King was cementing his ties to the circles of ecumenical liberalism at a 1963 conference on race and religion sponsored by the National Conference of Christians and Jews when he first met Heschel. Like King and Rev. Joseph Lowery approaching each other at a black preaching convention, King and Heschel did their own interfaith version of “preacheristic exaggerations” as they marveled at each other’s oratory. Any discrepancies of code, race, or theology that separated a Southern Baptist preacher from an old-world sage descended from Hasidic royalty dissolved in the myriad parallels of prophecy, passion, and poetry.
In keeping with King’s taste for Exodus, the always inventive Heschel observed that the main players at the first conference on race and religion were “Pharaoh and Moses. Moses’ words were, ‘Thus says the Lord, the God of Israel, let my people go that they may celebrate a feast unto me.’ …The outcome of that summit meeting has not come to an end. Pharaoh is not ready to capitulate. … In fact, it was easier for the children of Israel to cross the Red Sea than for a Negro to cross certain university campuses.”
If King affirmed “all God’s children,” Heschel asked the world “to remember that humanity as a whole is God’s beloved child. To act in the spirit of race is to sunder; to slash, to dismember the flesh of living community.” Racial prejudice, he said, was blasphemy, “a treacherous denial of the existence of God.”
Echoing James Bevel in Birmingham a few months earlier (“the Bible is now”), King told the audience, “Religion deals not only with the hereafter but also with the here. Here — where the precious lives of men are still sadly disfigured by poverty and hatred.

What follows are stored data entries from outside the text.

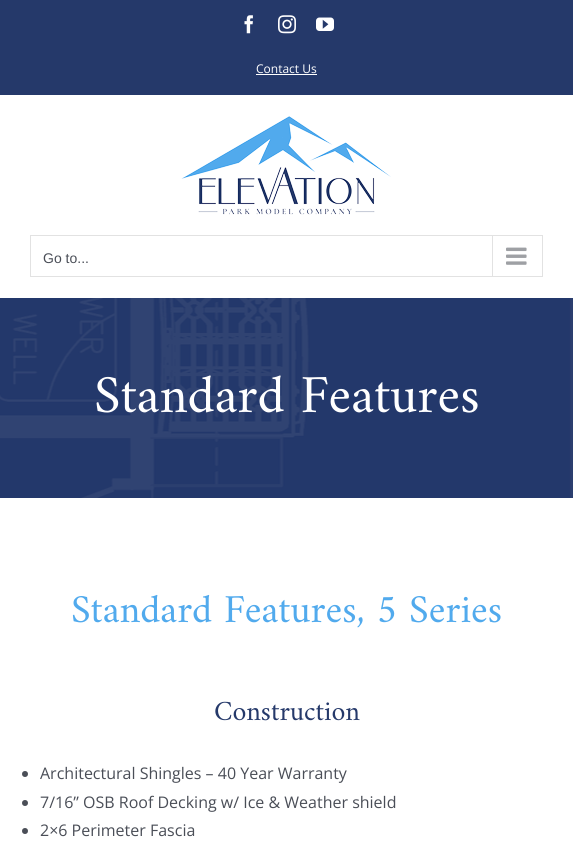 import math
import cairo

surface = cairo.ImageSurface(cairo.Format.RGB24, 573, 851)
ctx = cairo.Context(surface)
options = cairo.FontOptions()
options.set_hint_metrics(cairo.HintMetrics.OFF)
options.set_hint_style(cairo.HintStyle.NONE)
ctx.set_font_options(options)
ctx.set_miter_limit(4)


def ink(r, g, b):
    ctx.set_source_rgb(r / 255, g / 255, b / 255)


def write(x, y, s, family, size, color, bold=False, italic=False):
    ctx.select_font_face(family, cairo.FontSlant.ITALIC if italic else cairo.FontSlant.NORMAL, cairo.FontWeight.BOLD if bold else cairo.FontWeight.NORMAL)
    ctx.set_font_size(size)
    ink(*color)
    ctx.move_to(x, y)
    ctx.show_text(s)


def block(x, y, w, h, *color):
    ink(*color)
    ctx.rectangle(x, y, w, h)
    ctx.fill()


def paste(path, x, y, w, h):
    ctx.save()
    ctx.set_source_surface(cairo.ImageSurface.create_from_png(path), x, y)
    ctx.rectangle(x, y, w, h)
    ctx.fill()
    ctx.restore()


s1 = dict(family="Open Sans", size=12, color=(255, 255, 255))
s2 = dict(family="Liberation Sans", size=14, color=(74, 78, 87))
s3 = dict(family="Amiri", size=54, color=(255, 255, 255))
s4 = dict(family="Amiri", size=40, color=(81, 170, 237))
s5 = dict(family="Amiri", size=28, color=(37, 57, 106))
s6 = dict(family="Open Sans", size=16, color=(74, 78, 87))

ink(255, 255, 255)
ctx.paint()
block(0, 0, 573, 95, 37, 57, 106)
paste("pic1.png", 244, 15, 9, 19)
paste("pic2.png", 278, 15, 18, 19)
paste("pic3.png", 316, 17, 18, 14)
write(256, 73, "Contact Us", **s1)
block(256, 74, 61, 1, 255, 255, 255)
paste("pic4.png", 181, 116, 210, 99)
ctx.rectangle(30.5, 235.5, 512, 41)
ink(226, 226, 226)
ctx.set_line_width(1)
ctx.stroke()
write(43, 263, "Go to...", **s2)
block(492, 236, 1, 40, 226, 226, 226)
paste("pic5.png", 506, 247, 21, 18)
paste("pic6.png", 0, 298, 573, 200)
write(94, 412, "Standard Features", **s3)
write(71, 622, "Standard Features, 5 Series", **s4)
write(214, 720, "Construction", **s5)
ink(74, 78, 87)
ctx.new_path()
ctx.arc(25, 774, 3, 0, 2 * math.pi)
ctx.fill()
write(40, 779, "Architectural Shingles – 40 Year Warranty", **s6)
ctx.new_path()
ctx.arc(25, 803, 3, 0, 2 * math.pi)
ctx.fill()
write(40, 808, "7/16” OSB Roof Decking w/ Ice & Weather shield", **s6)
ctx.new_path()
ctx.arc(25, 831, 3, 0, 2 * math.pi)
ctx.fill()
write(40, 836, "2×6 Perimeter Fascia", **s6)
surface.write_to_png("screenshot.png")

Here — where millions of God’s children are being trampled by the iron feet of oppression.” Heschel said at the same conference, “We think of God in the past tense and refuse to realize that God is always present and never, never past; that God may be more intimately present in slums than in mansions.”
Back in Georgia, did not [Ralph] Abernathy insist “this is God’s Albany”? Heschel pronounced, “This is not a white man’s world. This is not a colored man’s world. It is God’s world.” King argued against resignation to the slights of the world. To those who thought action would be “too little and too late,” that all we can do is weep, Heschel retorted that if Moses had followed that lesson, “I would still be in Egypt building pyramids.”

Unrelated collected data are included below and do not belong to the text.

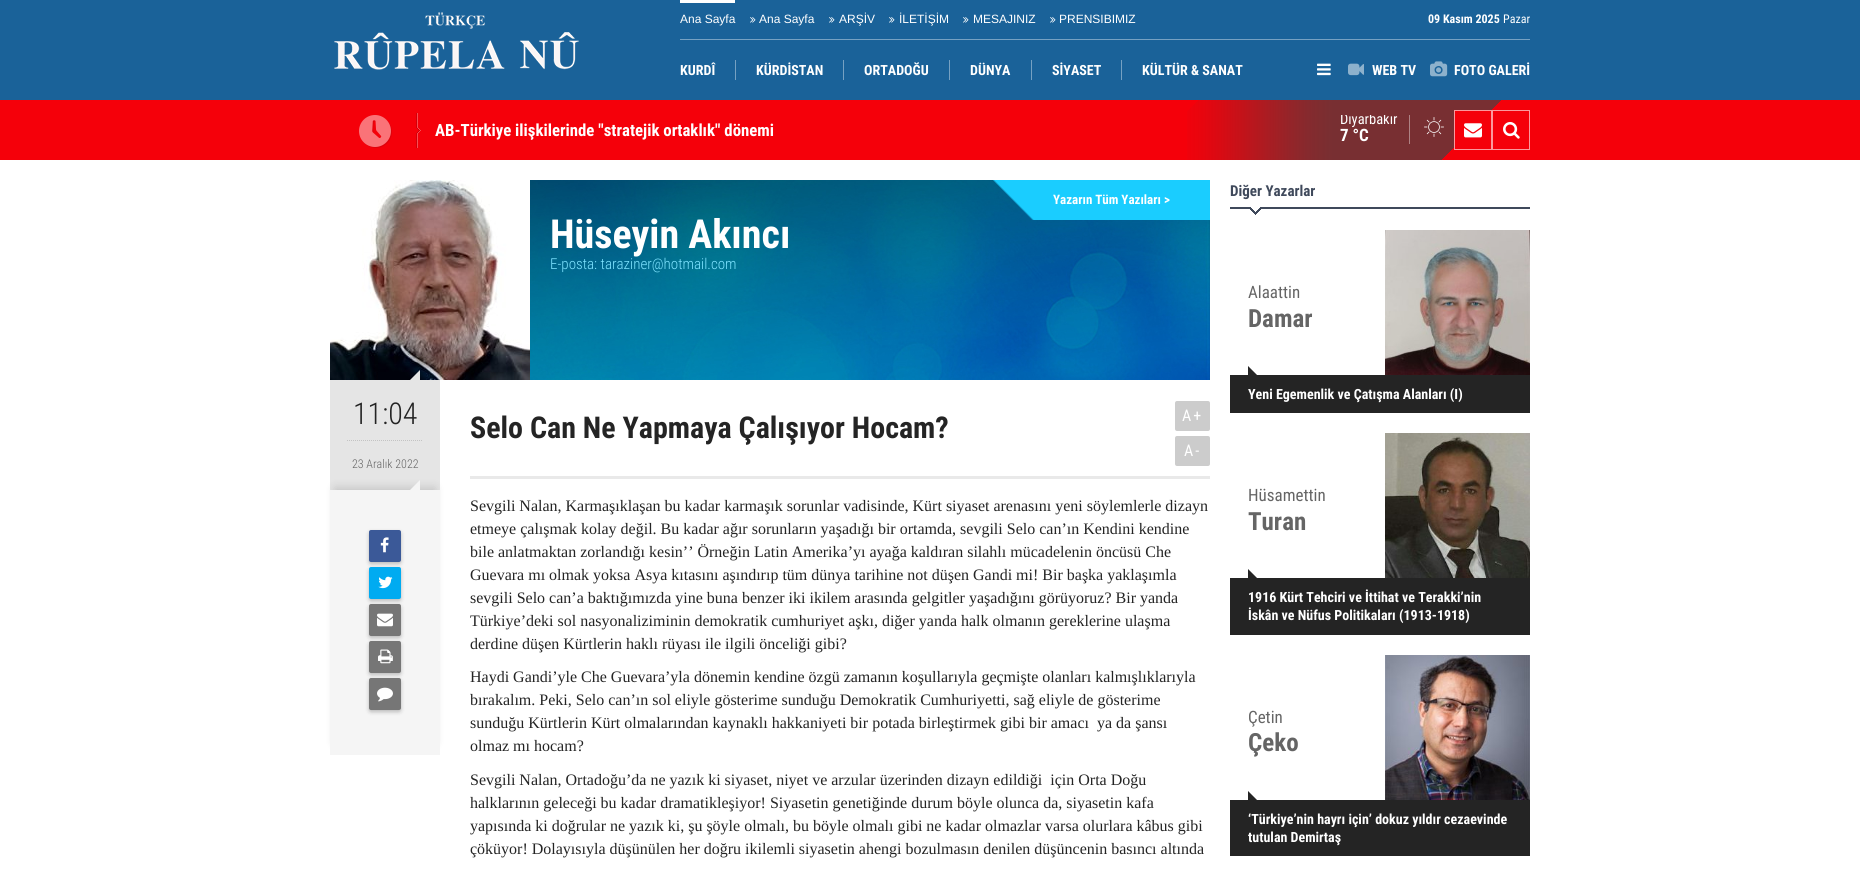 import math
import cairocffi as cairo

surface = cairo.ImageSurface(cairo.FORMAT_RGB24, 1860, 870)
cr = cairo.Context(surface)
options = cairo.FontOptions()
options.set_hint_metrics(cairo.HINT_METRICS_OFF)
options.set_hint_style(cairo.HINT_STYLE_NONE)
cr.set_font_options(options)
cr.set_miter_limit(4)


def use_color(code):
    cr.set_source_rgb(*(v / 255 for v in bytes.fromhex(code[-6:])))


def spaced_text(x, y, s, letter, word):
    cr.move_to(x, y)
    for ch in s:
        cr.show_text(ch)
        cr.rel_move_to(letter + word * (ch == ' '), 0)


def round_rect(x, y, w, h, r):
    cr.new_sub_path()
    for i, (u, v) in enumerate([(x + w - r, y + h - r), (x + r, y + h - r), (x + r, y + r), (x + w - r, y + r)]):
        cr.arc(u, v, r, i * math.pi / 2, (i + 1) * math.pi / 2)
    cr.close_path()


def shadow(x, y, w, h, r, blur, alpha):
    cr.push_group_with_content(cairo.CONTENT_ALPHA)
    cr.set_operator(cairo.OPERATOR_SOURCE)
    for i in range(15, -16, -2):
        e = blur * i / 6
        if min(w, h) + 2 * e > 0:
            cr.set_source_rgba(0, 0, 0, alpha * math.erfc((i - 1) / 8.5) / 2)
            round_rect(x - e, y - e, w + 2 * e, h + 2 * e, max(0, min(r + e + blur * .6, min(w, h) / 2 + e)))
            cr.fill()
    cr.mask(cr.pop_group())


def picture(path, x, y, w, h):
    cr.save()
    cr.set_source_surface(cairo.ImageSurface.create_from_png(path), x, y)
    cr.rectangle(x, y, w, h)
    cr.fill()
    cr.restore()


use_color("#ffffff")
cr.paint()
use_color("#1a6299")
cr.rectangle(0, 0, 1860, 100)
cr.fill()
picture("img1.png", 334, 12, 245, 58)
use_color("#76a1c2")
cr.rectangle(680, 39, 850, 1)
cr.fill()
use_color("#ffffff")
cr.rectangle(680, 0, 55, 3)
cr.fill()
cr.select_font_face("Liberation Sans")
cr.set_font_size(12)
cr.move_to(680, 23)
cr.show_text("Ana Sayfa")
picture("img2.png", 750, 17, 6, 6)
cr.move_to(759, 23)
cr.show_text("Ana Sayfa")
picture("img2.png", 829, 17, 6, 6)
cr.move_to(839, 23)
cr.show_text("ARŞİV")
picture("img2.png", 889, 17, 6, 6)
cr.move_to(899, 23)
cr.show_text("İLETİŞİM")
picture("img2.png", 963, 17, 6, 6)
cr.move_to(973, 23)
cr.show_text("MESAJINIZ")
picture("img2.png", 1050, 17, 6, 6)
cr.move_to(1059, 23)
cr.show_text("PRENSIBIMIZ")
cr.select_font_face("Roboto Condensed", cairo.FONT_SLANT_NORMAL, cairo.FONT_WEIGHT_BOLD)
cr.move_to(1428, 23)
cr.show_text("09 Kasım 2025")
cr.select_font_face("Roboto Condensed")
cr.move_to(1503, 23)
cr.show_text("Pazar")
cr.select_font_face("Roboto Condensed", cairo.FONT_SLANT_NORMAL, cairo.FONT_WEIGHT_BOLD)
cr.set_font_size(14)
cr.move_to(680, 75)
cr.show_text("KURDÎ")
use_color("#76a1c2")
cr.rectangle(735, 60, 1, 20)
cr.fill()
use_color("#ffffff")
cr.move_to(756, 75)
cr.show_text("KÜRDİSTAN")
use_color("#76a1c2")
cr.rectangle(843, 60, 1, 20)
cr.fill()
use_color("#ffffff")
cr.move_to(864, 75)
cr.show_text("ORTADOĞU")
use_color("#76a1c2")
cr.rectangle(949, 60, 1, 20)
cr.fill()
use_color("#ffffff")
cr.move_to(970, 75)
cr.show_text("DÜNYA")
use_color("#76a1c2")
cr.rectangle(1031, 60, 1, 20)
cr.fill()
use_color("#ffffff")
cr.move_to(1052, 75)
cr.show_text("SİYASET")
use_color("#76a1c2")
cr.rectangle(1121, 60, 1, 20)
cr.fill()
use_color("#ffffff")
cr.move_to(1142, 75)
cr.show_text("KÜLTÜR & SANAT")
picture("img3.png", 1317, 63, 14, 13)
picture("img4.png", 1348, 63, 16, 13)
cr.move_to(1372, 75)
cr.show_text("WEB TV")
picture("img5.png", 1430, 61, 18, 16)
cr.move_to(1454, 75)
cr.show_text("FOTO GALERİ")
use_color("#f5000a")
cr.rectangle(0, 100, 1860, 60)
cr.fill()
picture("img6.png", 1187, 100, 314, 60)
picture("img7.png", 359, 113, 62, 35)
cr.set_font_size(16.8)
use_color("#ffffff")
cr.move_to(435, 136)
cr.show_text("AB-Türkiye ilişkilerinde \"stratejik ortaklık\" dönemi")
use_color("#ae8284")
cr.rectangle(1409, 115, 1, 29)
cr.fill()
cr.save()
cr.rectangle(1340, 115, 70, 29)
cr.clip()
cr.select_font_face("Roboto Condensed")
cr.set_font_size(14.5)
use_color("#ffffff")
cr.move_to(1340, 124)
cr.show_text("Diyarbakır")
cr.restore()
cr.set_font_size(17)
use_color("#ffffff")
cr.move_to(1340, 141)
cr.show_text("7 °C")
picture("img8.png", 1424, 117, 20, 20)
use_color("#f5000a")
cr.rectangle(1455, 111, 35, 35)
cr.fill()
cr.rectangle(1454.5, 110.5, 37, 39)
use_color("#fb999d")
cr.set_line_width(1)
cr.stroke()
picture("img9.png", 1464, 123, 18, 15)
cr.rectangle(1492.5, 110.5, 37, 39)
cr.stroke()
picture("img10.png", 1503, 122, 17, 17)
picture("img11.png", 530, 180, 680, 200)
picture("img12.png", 330, 180, 200, 200)
cr.set_font_size(13)
use_color("#ffffff")
cr.move_to(1053, 204)
cr.show_text("Yazarın Tüm Yazıları >")
cr.set_font_size(40)
cr.move_to(550, 248)
cr.show_text("Hüseyin Akıncı")
cr.select_font_face("Roboto Condensed Light")
cr.set_font_size(15)
use_color("#7ee3ff")
cr.move_to(550, 269)
cr.show_text("E-posta: taraziner@hotmail.com")
use_color("#e5e5e5")
cr.rectangle(330, 380, 110, 110)
cr.fill()
cr.new_path()
cr.move_to(420, 380)
cr.line_to(410, 380)
cr.line_to(420, 370)
cr.close_path()
cr.fill()
cr.set_font_size(30)
use_color("#242424")
cr.move_to(353, 424)
cr.show_text("11:04")
cr.new_path()
cr.move_to(347, 440.5)
cr.line_to(423, 440.5)
use_color("#c3c3c3")
cr.set_dash([1, 1])
cr.stroke()
cr.set_font_size(12)
use_color("#656565")
cr.move_to(352, 468)
cr.show_text("23 Aralık 2022")
use_color("#000000")
shadow(335, 488, 100, 255, 0, 5, 0.15)
use_color("#f5f5f5")
cr.rectangle(330, 490, 110, 265)
cr.fill()
cr.new_path()
cr.move_to(420, 490)
cr.line_to(410, 490)
cr.line_to(420, 480)
cr.close_path()
cr.fill()
use_color("#323232")
shadow(369, 532, 32, 32, 2, 2, 0.3)
use_color("#3b5998")
round_rect(369, 530, 32, 32, 2)
cr.fill()
picture("img13.png", 380, 537, 9, 16)
use_color("#323232")
shadow(369, 569, 32, 32, 2, 2, 0.3)
use_color("#00abf1")
round_rect(369, 567, 32, 32, 2)
cr.fill()
picture("img14.png", 378, 576, 15, 13)
use_color("#323232")
shadow(369, 606, 32, 32, 2, 2, 0.3)
use_color("#767676")
round_rect(369, 604, 32, 32, 2)
cr.fill()
picture("img15.png", 377, 613, 16, 14)
use_color("#323232")
shadow(369, 643, 32, 32, 2, 2, 0.3)
use_color("#767676")
round_rect(369, 641, 32, 32, 2)
cr.fill()
picture("img16.png", 378, 649, 15, 15)
use_color("#323232")
shadow(369, 680, 32, 32, 2, 2, 0.3)
use_color("#767676")
round_rect(369, 678, 32, 32, 2)
cr.fill()
picture("img17.png", 377, 687, 16, 15)
use_color("#e9e9e9")
cr.rectangle(470, 476, 740, 3)
cr.fill()
cr.select_font_face("Roboto Condensed", cairo.FONT_SLANT_NORMAL, cairo.FONT_WEIGHT_BOLD)
cr.set_font_size(30)
use_color("#242424")
cr.move_to(470, 438)
cr.show_text("Selo Can Ne Yapmaya Çalışıyor Hocam?")
use_color("#cccccc")
round_rect(1175, 401, 35, 30, 2)
cr.fill()
cr.select_font_face("Roboto Condensed")
cr.set_font_size(16)
use_color("#ffffff")
spaced_text(1182, 421, "A+", 2, 0)
use_color("#cccccc")
round_rect(1175, 436, 35, 30, 2)
cr.fill()
use_color("#ffffff")
spaced_text(1184, 456, "A-", 2, 0)
cr.select_font_face("Liberation Serif")
use_color("#242424")
cr.move_to(470, 511)
cr.show_text("Sevgili Nalan, Karmaşıklaşan bu kadar karmaşık sorunlar vadisinde, Kürt siyaset arenasını yeni söylemlerle dizayn")
cr.move_to(470, 534)
cr.show_text("etmeye çalışmak kolay değil. Bu kadar ağır sorunların yaşadığı bir ortamda, sevgili Selo can’ın Kendini kendine")
cr.move_to(470, 557)
cr.show_text("bile anlatmaktan zorlandığı kesin’’ Örneğin Latin Amerika’yı ayağa kaldıran silahlı mücadelenin öncüsü Che")
cr.move_to(470, 580)
cr.show_text("Guevara mı olmak yoksa Asya kıtasını aşındırıp tüm dünya tarihine not düşen Gandi mi! Bir başka yaklaşımla")
cr.move_to(470, 603)
cr.show_text("sevgili Selo can’a baktığımızda yine buna benzer iki ikilem arasında gelgitler yaşadığını görüyoruz? Bir yanda")
cr.move_to(470, 626)
cr.show_text("Türkiye’deki sol nasyonaliziminin demokratik cumhuriyet aşkı, diğer yanda halk olmanın gereklerine ulaşma")
cr.move_to(470, 649)
cr.show_text("derdine düşen Kürtlerin haklı rüyası ile ilgili önceliği gibi?")
cr.move_to(470, 682)
cr.show_text("Haydi Gandi’yle Che Guevara’yla dönemin kendine özgü zamanın koşullarıyla geçmişte olanları kalmışlıklarıyla")
cr.move_to(470, 705)
cr.show_text("bırakalım. Peki, Selo can’ın sol eliyle gösterime sunduğu Demokratik Cumhuriyetti, sağ eliyle de gösterime")
cr.move_to(470, 728)
cr.show_text("sunduğu Kürtlerin Kürt olmalarından kaynaklı hakkaniyeti bir potada birleştirmek gibi bir amacı  ya da şansı")
cr.move_to(470, 751)
cr.show_text("olmaz mı hocam?")
cr.move_to(470, 785)
cr.show_text("Sevgili Nalan, Ortadoğu’da ne yazık ki siyaset, niyet ve arzular üzerinden dizayn edildiği  için Orta Doğu")
cr.move_to(470, 808)
cr.show_text("halklarının geleceği bu kadar dramatikleşiyor! Siyasetin genetiğinde durum böyle olunca da, siyasetin kafa")
cr.move_to(470, 831)
cr.show_text("yapısında ki doğrular ne yazık ki, şu şöyle olmalı, bu böyle olmalı gibi ne kadar olmazlar varsa olurlara kâbus gibi")
cr.move_to(470, 854)
cr.show_text("çöküyor! Dolayısıyla düşünülen her doğru ikilemli siyasetin ahengi bozulmasın denilen düşüncenin basıncı altında")
picture("img18.png", 1230, 207, 300, 8)
cr.select_font_face("Roboto Condensed", cairo.FONT_SLANT_NORMAL, cairo.FONT_WEIGHT_BOLD)
cr.set_font_size(15)
use_color("#3f495b")
cr.move_to(1230, 196)
cr.show_text("Diğer Yazarlar")
cr.select_font_face("Roboto Condensed")
cr.set_font_size(17)
use_color("#656565")
cr.move_to(1248, 298)
cr.show_text("Alaattin")
cr.select_font_face("Roboto Condensed", cairo.FONT_SLANT_NORMAL, cairo.FONT_WEIGHT_BOLD)
cr.set_font_size(25)
cr.move_to(1248, 327)
cr.show_text("Damar")
picture("img19.png", 1385, 230, 145, 145)
use_color("#242424")
cr.rectangle(1230, 375, 300, 38)
cr.fill()
cr.new_path()
cr.move_to(1248, 375)
cr.line_to(1248, 366)
cr.line_to(1257, 375)
cr.close_path()
cr.fill()
cr.set_font_size(14)
use_color("#ffffff")
cr.move_to(1248, 399)
cr.show_text("Yeni Egemenlik ve Çatışma Alanları (I)")
cr.select_font_face("Roboto Condensed")
cr.set_font_size(17)
use_color("#656565")
cr.move_to(1248, 501)
cr.show_text("Hüsamettin")
cr.select_font_face("Roboto Condensed", cairo.FONT_SLANT_NORMAL, cairo.FONT_WEIGHT_BOLD)
cr.set_font_size(25)
cr.move_to(1248, 530)
cr.show_text("Turan")
picture("img20.png", 1385, 433, 145, 145)
use_color("#242424")
cr.rectangle(1230, 578, 300, 57)
cr.fill()
cr.new_path()
cr.move_to(1248, 578)
cr.line_to(1248, 569)
cr.line_to(1257, 578)
cr.close_path()
cr.fill()
cr.set_font_size(14)
use_color("#ffffff")
cr.move_to(1248, 602)
cr.show_text("1916 Kürt Tehciri ve İttihat ve Terakki’nin")
cr.move_to(1248, 620)
cr.show_text("İskân ve Nüfus Politikaları (1913-1918)")
cr.select_font_face("Roboto Condensed")
cr.set_font_size(17)
use_color("#656565")
cr.move_to(1248, 723)
cr.show_text("Çetin")
cr.select_font_face("Roboto Condensed", cairo.FONT_SLANT_NORMAL, cairo.FONT_WEIGHT_BOLD)
cr.set_font_size(25)
cr.move_to(1248, 751)
cr.show_text("Çeko")
picture("img21.png", 1385, 655, 145, 145)
use_color("#242424")
cr.rectangle(1230, 800, 300, 56)
cr.fill()
cr.new_path()
cr.move_to(1248, 800)
cr.line_to(1248, 791)
cr.line_to(1257, 800)
cr.close_path()
cr.fill()
cr.set_font_size(14)
use_color("#ffffff")
cr.move_to(1248, 824)
cr.show_text("‘Türkiye’nin hayrı için’ dokuz yıldır cezaevinde")
cr.move_to(1248, 842)
cr.show_text("tutulan Demirtaş")
surface.write_to_png("result.png")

Both men were capable of intense feelings that required a visceral language to express them adequately. Resorting in his speech to the same imagery of foul smell he had invoked in a Birmingham mass meeting, King said, “The oft-repeated clichés, ‘The time is not ripe, ‘Negroes are not culturally ready,’ are a stench in the nostrils of God.” “My heart is sick,” admitted Heschel, “when I think of the anguish and the sighs, of the quiet tears shed in the nights in the overcrowded dwellings in the slums of our great cities, of the pangs of despair, of the cup of humiliation that is running over.”
To top it all off, both men cited King’s favorite line from Amos, “Let justice roll down like waters, and righteousness like an everflowing stream.”
The two men’s friendship had a certain purity. It was forged by the spiritual audacity — the concept is Heschel’s — that each man saw in the other. Such boldness also entailed a distinctive verbal practice. Like King, Heschel understood that the prophetic task entailed “speaking for those who are too weak to plead their own cause. Indeed, the major activity of the prophets was interference, remonstrating about wrongs inflicted on other people,” which in turn entailed talking God into the world.
When King was in need in Selma, he called on Heschel to come to his aid. At a service right before the march, Heschel read Psalm 27, “The Lord is my light and my salvation; whom shall I fear?” A famous photograph captured the two men walking over Pettus Bridge together. The marchers referred to the bearded sage as “Father Abraham.” Back in New York, Heschel wrote King: “The day we marched together out of Selma was a day of sanctification. That day I hope will never be past to me — that day will continue to be this day.” “For many of use,” he later reflected, “the march from Selma to Montgomery was about protest and prayer. Legs are not lips and walking is not kneeling. And yet our legs uttered songs. Even without words, our march was worship. I felt my legs were praying.”